On 20 Sep 2010, at 14:48, Joseph Wakeling wrote:

I saw the post but was not sure quite how to interpret it.

I expected someone to ask for details. In the past, I discussed part of it with Graham Breed, who did some LilyPond microtonal implementation,
but perhaps he is not working on it anymore.

I get the feeling activity is rather focused right now on getting 2.14
released ... :-)

So the problem is finding someone willing to have a look at it from the LilyPond side.

I also discussed microtonal stuff with Graham Breed a while back, but we
weren't really able to bring anything to a satisfactory conclusion.

Graham's code is within LilyPond's current model. We discussed a bit this extension, but at that time, I had not made a full generalization.

If you want, I can explain it - the algorithm itself is very simple.
Writing up it in math style will probably not make it more accessible.

It would make it clearer to me, surely.

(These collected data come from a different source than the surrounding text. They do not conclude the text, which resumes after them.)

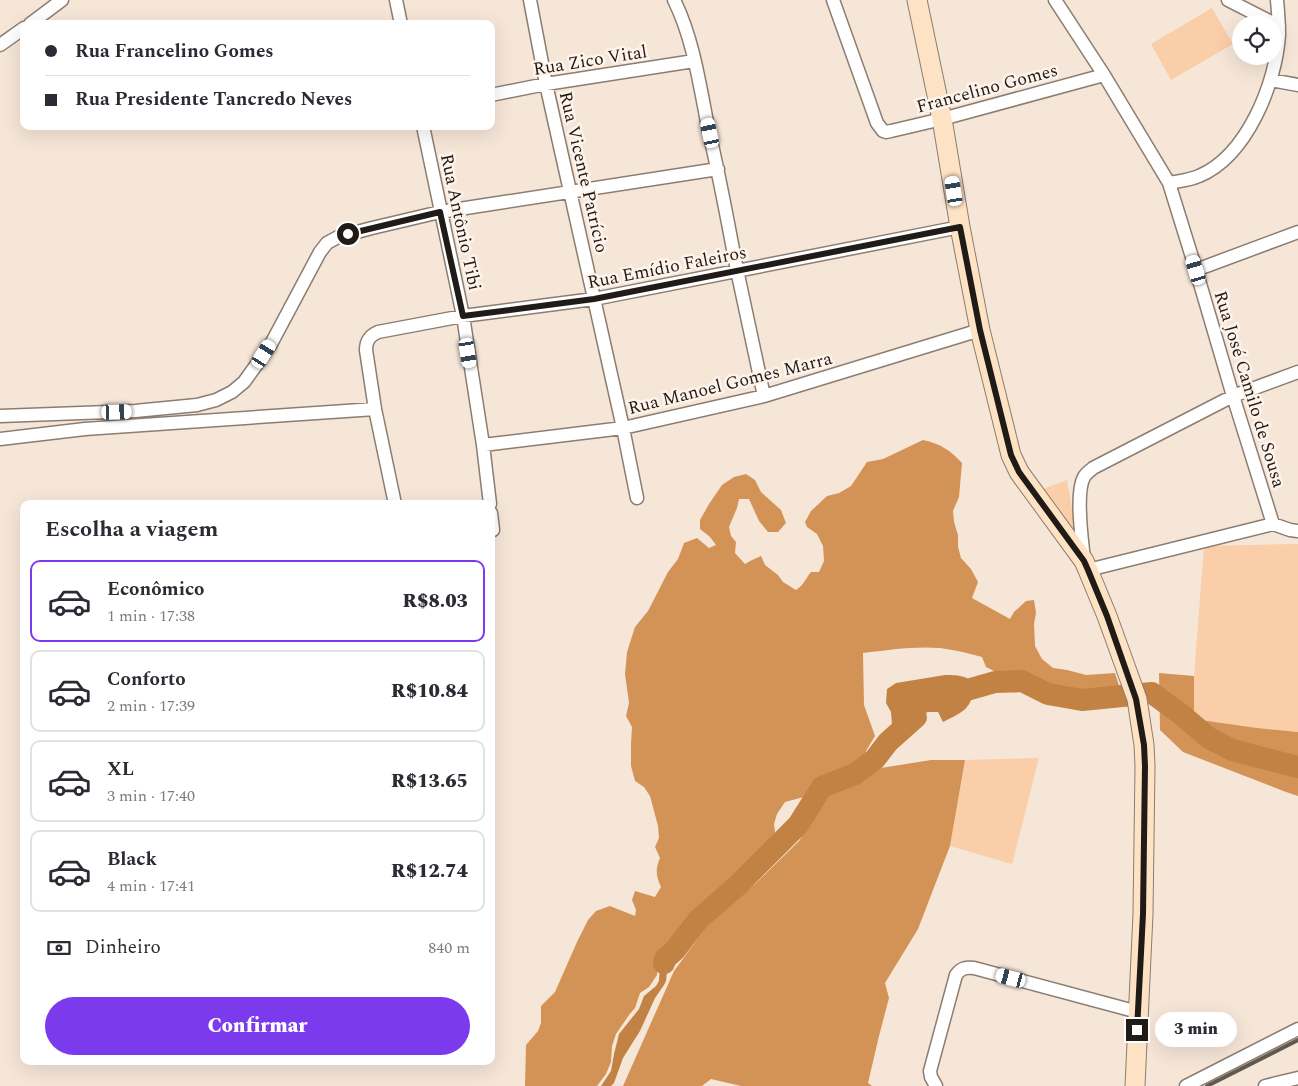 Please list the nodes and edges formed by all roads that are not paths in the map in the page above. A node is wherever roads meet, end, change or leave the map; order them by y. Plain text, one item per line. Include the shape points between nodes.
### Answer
1 (62, 0) edge
2 (396, 0) edge
3 (530, 0) edge
4 (674, 0) edge
5 (833, 0) edge
6 (917, 0) edge
7 (1055, 0) edge
8 (1228, 0) edge
9 (1277, 0) edge
10 (1257, 15) edge
11 (1278, 15) edge
12 (35, 20) edge
13 (400, 20) edge
14 (20, 31) edge
15 (0, 46) edge
16 (694, 61) junction
17 (1274, 65) edge
18 (1104, 76) junction
19 (1271, 80) junction
20 (546, 84) junction
21 (1298, 85) edge
22 (495, 94) edge
23 (942, 119) junction
24 (424, 130) edge
25 (718, 169) junction
26 (1170, 183) junction
27 (571, 192) junction
28 (440, 212) junction
29 (960, 227) junction
30 (1298, 232) edge
31 (1196, 270) junction
32 (738, 272) junction
33 (594, 299) junction
34 (463, 316) junction
35 (980, 330) junction
36 (1298, 372) edge
37 (764, 396) junction
38 (1233, 396) junction
39 (375, 409) junction
40 (0, 416) edge
41 (623, 428) junction
42 (0, 439) edge
43 (482, 445) junction
44 (637, 498) dead end
45 (394, 500) edge
46 (489, 500) edge
47 (1273, 524) junction
48 (1298, 531) edge
49 (1086, 566) junction
50 (1138, 1012) junction
51 (1298, 1029) edge
52 (1298, 1078) edge
53 (936, 1086) edge
54 (1135, 1086) edge
55 (1186, 1086) edge
56 (1265, 1086) edge

1 - 12 street
2 - 13 street
3 - 20 street, Rua Vicente Patrício
4 - 16 street
5 - 23 street, Francelino Gomes via 882,131
6 - 23 main road
7 - 18 street, Rua José Camilo de Sousa
8 - 10 street
9 - 11 street
14 - 15 street
16 - 20 street, Rua Zico Vital
16 - 25 street
17 - 19 street
18 - 23 street, Francelino Gomes
18 - 26 street, Rua José Camilo de Sousa
19 - 21 street
19 - 26 street via 1246,134 1231,154 1199,176
20 - 22 street, Rua Zico Vital
20 - 27 street, Rua Vicente Patrício
23 - 29 main road
24 - 28 street, Rua Antônio Tibi
25 - 27 street
25 - 32 street
26 - 31 street, Rua José Camilo de Sousa
27 - 28 street
27 - 33 street, Rua Vicente Patrício
28 - 34 street, Rua Antônio Tibi
28 - 40 street via 338,237 327,243 270,344 248,376 232,392 216,400 135,411
29 - 32 street, Rua Emídio Faleiros
29 - 35 main road
30 - 31 street
31 - 38 street, Rua José Camilo de Sousa
32 - 33 street, Rua Emídio Faleiros
32 - 37 street
33 - 34 street, Rua Emídio Faleiros
33 - 41 street, Rua Vicente Patrício
34 - 39 street, Rua Emídio Faleiros via 378,332 369,338 366,345
34 - 43 street, Rua Antônio Tibi
35 - 37 street, Rua Manoel Gomes Marra
35 - 49 main road via 1011,455 1019,472
36 - 38 street
37 - 41 street, Rua Manoel Gomes Marra
38 - 47 street, Rua José Camilo de Sousa
38 - 49 street via 1085,475 1080,495
39 - 42 street via 77,430
39 - 45 street
41 - 43 street, Rua Manoel Gomes Marra
41 - 44 street, Rua Vicente Patrício
43 - 46 street, Rua Antônio Tibi
47 - 48 street
47 - 49 street
49 - 50 main road via 1126,669 1141,726 1145,766 1145,853
50 - 53 street via 974,968 960,970 930,1071
50 - 54 main road
51 - 55 street
52 - 56 street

What I'd like to see is for it
to be written up in a structured way along the lines of

Sure, just get back if you want more details or examples.

(i) this is the
problem that needs solving,

The staff can be an arbitrary scale (see below), and one has music in another. The problem is to compute, for any note, the accidental to use, and the key signature. The latter follows from the former, though.

The scales of the staff and the music choose their pitches as integer linear combinations from an abstract set of seconds. In the traditional typesetting, one has a minor second m and a major second M, so it is all combinations p m + q M, where p, q are integers, which can be identified with all pairs (p, q). Mathematically, I am looking the free abelian group generated by the intervals one wants to use.

The traditional staff scale is the minor scale: 0, M, m+M, ..., corresponding to a, b, c, .... This can be extended to other types of accidentals by adding neutral seconds n_1, ... For Persian, Arab, Turkish music, and Just Intonation relative Pythagorean, in each, just one neutral suffices, but it has different values when giving it a value.

(ii) this is the approach the algorithm
takes to solve the problem,

One needs an order between the seconds, which is a choice of preference by the one typesetting the music.

(iii) this is the algorithm.

Call the sum of the coefficients of a linear combination the degree of the note. A requirement is that the staff provides a note for every degree (also having that degree) one wants to typeset a note for.

In order to typeset a note, first compute its degree, and then subtract the staff note of that degree. The result is a note of degree zero, which should be typeset using an accidental. An accidental is represented by a linear combination with positive coefficients of pairs of distinct seconds.

Compute its accidental by successively reducing the first (relative the order of the seconds) positive and negative coefficients until it stops (the note is 0).

As you can see, there are really no requirements of what scales to use. So it pushes the staff notation to its utmost capabilities.

I did wonder if the fact it was Haskell code was part of the reason for the lack of response. I have a lot of admiration for Haskell but I can see there being problems extending Lilypond with yet another language.
,
It should not be difficult to translate into Scheme - no specific
Haskell features are used, only better syntax and type system to help
structuring the code. It is just a page.

The difficulty is to figure out to put it into LilyPond.

Indeed, it sounds like a pretty fundamental
major-version-number-changing kind of modification.

It might be. But it is a generalization, that is, one builds an interface on top which expresses the current LilyPond model. Then the rest can be changed when one has time.

As a related issue, have you considered how (different kinds of)
transposition would be handled in your pitch scheme?


This is much simpler: the linear combinations are vectors that you just add. For example, if a, b, c, ... are represented by 0, M, m +M, ..., and you want to transpose from b to c, just add m. A sharp is M-m and a flat m-M. If you want transpose from a note x to a note y, just add y - x.